In the copy, include no pictures, but reproduce every record exactly.

** Opening The data block **

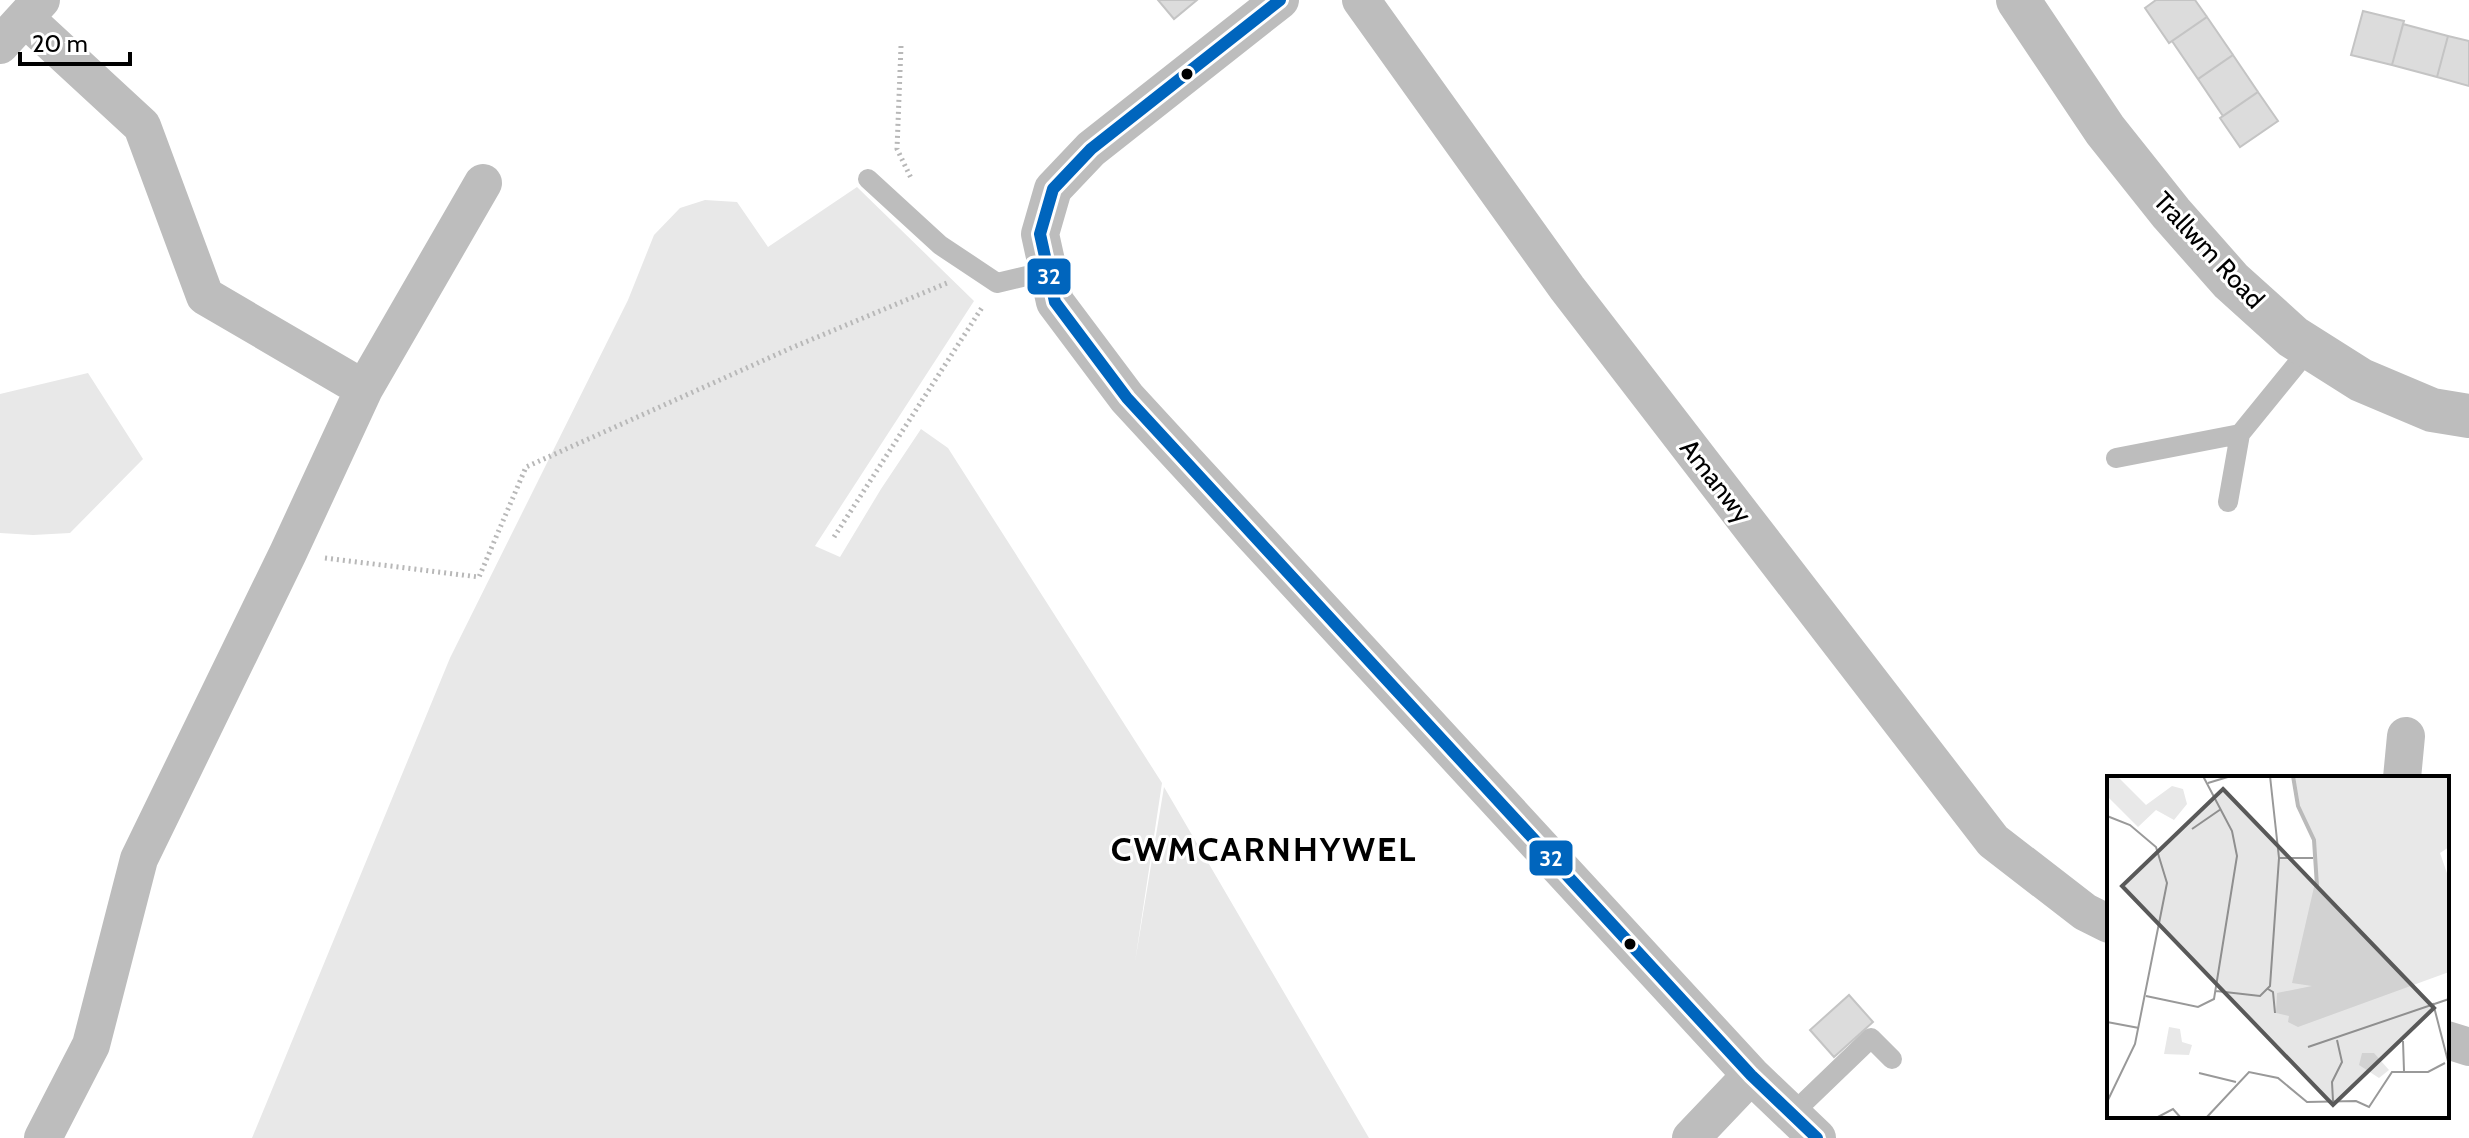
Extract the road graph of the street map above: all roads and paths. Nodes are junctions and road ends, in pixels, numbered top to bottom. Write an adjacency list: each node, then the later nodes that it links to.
1 (1280, 0): 10 (street)
2 (1361, 0): 22 (street, Amanwy)
3 (2018, 0): 12 (street, Trallwm Road)
4 (22, 21): 13 (street)
5 (901, 46): 7 (path)
6 (868, 179): 9 (lane)
7 (913, 182)
8 (483, 183): 13 (street)
9 (978, 270): 11 (lane); 19 (path)
10 (1048, 271): 11 (lane); 26 (street)
11 (997, 283): 18 (path)
12 (2310, 348): 14 (street, Trallwm Road); 15 (lane)
13 (364, 389): 19 (street)
14 (2469, 416)
15 (2240, 434): 16 (lane); 17 (lane)
16 (2116, 458)
17 (2228, 502)
18 (834, 537)
19 (288, 553): 28 (street)
20 (2406, 736): 21 (street)
21 (2402, 776)
22 (2107, 923)
23 (2449, 1041): 24 (street)
24 (2469, 1047)
25 (1892, 1059): 27 (lane)
26 (1751, 1075): 27 (street); 29 (street)
27 (1804, 1126)
28 (43, 1138)
29 (1691, 1138)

** Closing The data block **

> _Response for this exercise_:
Extract the road graph of the street map above: all roads and paths. Nodes are junctions and road ends, in pixels, numbered top to bottom. Write an adjacency list: each node, then the later nodes that it links to.
1 (1280, 0): 10 (street)
2 (1361, 0): 22 (street, Amanwy)
3 (2018, 0): 12 (street, Trallwm Road)
4 (22, 21): 13 (street)
5 (901, 46): 7 (path)
6 (868, 179): 9 (lane)
7 (913, 182)
8 (483, 183): 13 (street)
9 (978, 270): 11 (lane); 19 (path)
10 (1048, 271): 11 (lane); 26 (street)
11 (997, 283): 18 (path)
12 (2310, 348): 14 (street, Trallwm Road); 15 (lane)
13 (364, 389): 19 (street)
14 (2469, 416)
15 (2240, 434): 16 (lane); 17 (lane)
16 (2116, 458)
17 (2228, 502)
18 (834, 537)
19 (288, 553): 28 (street)
20 (2406, 736): 21 (street)
21 (2402, 776)
22 (2107, 923)
23 (2449, 1041): 24 (street)
24 (2469, 1047)
25 (1892, 1059): 27 (lane)
26 (1751, 1075): 27 (street); 29 (street)
27 (1804, 1126)
28 (43, 1138)
29 (1691, 1138)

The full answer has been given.